For months Carr has been considering doing away with the 16-year-old inmate list.
In early July the county’s most popular webpage will disappear. But there will still be an inmate locator tool, Carr said.
“It will be a searchable function,” he said. “When you go to the inmate list a search engine will pop up, and if you put in a name or date of birth you will be taken to the information regarding that inmate.”
Carr believes it’s the best compromise, since mug shots and arrest information are public record.
“I know there is some value to it, and everyone will still have access to that information,” he said. “And if it’s a serious public safety issue we will use other ways to get that information out.”
When Carr went searching for opinions on the matter, many business owners said the inmate list is the first place they check if an employee doesn’t show up to work.
“This doesn’t keep people from finding out at the click of a button if a loved one or roommate or employee wound up in our custody,” he said. “What changes is the ability to see all the information at once.”
Other feedback came from Carr’s own employees.
“It was pretty split,” he said. “But I can’t get away from the fact that it’s a little bit of a public shaming forum in a small community that I care a whole lot about.”
News&Guide readers were vocal on social media about wanting the inmate list to remain. Victims of crimes said it’s a tool that gives them peace of mind and helps keep them safe.
But Carr said victims of crimes should be using VINE, a nationwide online victim notification network that allows anyone to receive alerts if an inmate is transferred or released.
Others said the webpage is a matter of transparency.
Yet Teton County Prosecutor Erin Weisman said it’s important to remember that charges are not convictions.
“An arrest doesn’t equate to guilt,” Weisman said. “And that’s where the impact of a person being arrested and on the inmate list can have some very real repercussions.”
The Teton County Sheriff’s Office inmate list was created in 2003 when Bob Zimmer was sheriff.

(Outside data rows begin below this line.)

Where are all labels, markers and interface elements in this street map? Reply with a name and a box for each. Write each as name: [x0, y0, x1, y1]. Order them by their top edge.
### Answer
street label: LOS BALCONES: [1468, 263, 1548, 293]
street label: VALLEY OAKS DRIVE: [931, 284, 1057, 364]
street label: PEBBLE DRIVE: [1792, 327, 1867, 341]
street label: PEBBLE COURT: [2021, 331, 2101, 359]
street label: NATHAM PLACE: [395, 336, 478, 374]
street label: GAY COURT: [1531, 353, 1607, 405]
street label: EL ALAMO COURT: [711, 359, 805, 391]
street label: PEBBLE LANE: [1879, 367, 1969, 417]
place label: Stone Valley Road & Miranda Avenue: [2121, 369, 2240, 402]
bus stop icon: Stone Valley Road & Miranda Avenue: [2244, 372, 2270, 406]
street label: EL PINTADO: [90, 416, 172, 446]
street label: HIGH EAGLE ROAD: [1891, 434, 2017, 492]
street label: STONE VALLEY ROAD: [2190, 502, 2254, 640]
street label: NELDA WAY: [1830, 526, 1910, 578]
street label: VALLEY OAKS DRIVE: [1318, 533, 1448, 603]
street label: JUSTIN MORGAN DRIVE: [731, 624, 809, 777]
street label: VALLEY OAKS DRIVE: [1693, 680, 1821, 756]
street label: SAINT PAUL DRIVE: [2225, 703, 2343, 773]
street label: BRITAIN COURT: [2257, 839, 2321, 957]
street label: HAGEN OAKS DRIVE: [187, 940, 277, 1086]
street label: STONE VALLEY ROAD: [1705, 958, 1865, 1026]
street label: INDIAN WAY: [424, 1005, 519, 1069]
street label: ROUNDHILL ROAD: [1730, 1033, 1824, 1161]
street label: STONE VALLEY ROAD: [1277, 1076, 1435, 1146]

Zimmer is long retired, and today he doesn’t recall the inmate list being a conscious decision.
He believes it was likely developed by sheriff’s office information technology employees during a website upgrade to help cut calls to emergency dispatch from people wondering if a certain person had been arrested.
The inmate list displays mug shots and charges alongside an inmate’s arrest date, name, age and hometown.
Mug shots are displayed only for inmates who are in custody. Photos are removed from the website when an inmate is released from jail. The page has 2,500 unique visitors each day on average, Teton County Sheriff’s Office IT Manager Marvin Arriola said.
Carr said the new search function will be user-friendly and simply wondering if someone was arrested is still not a reason to call dispatch or the Teton County Jail.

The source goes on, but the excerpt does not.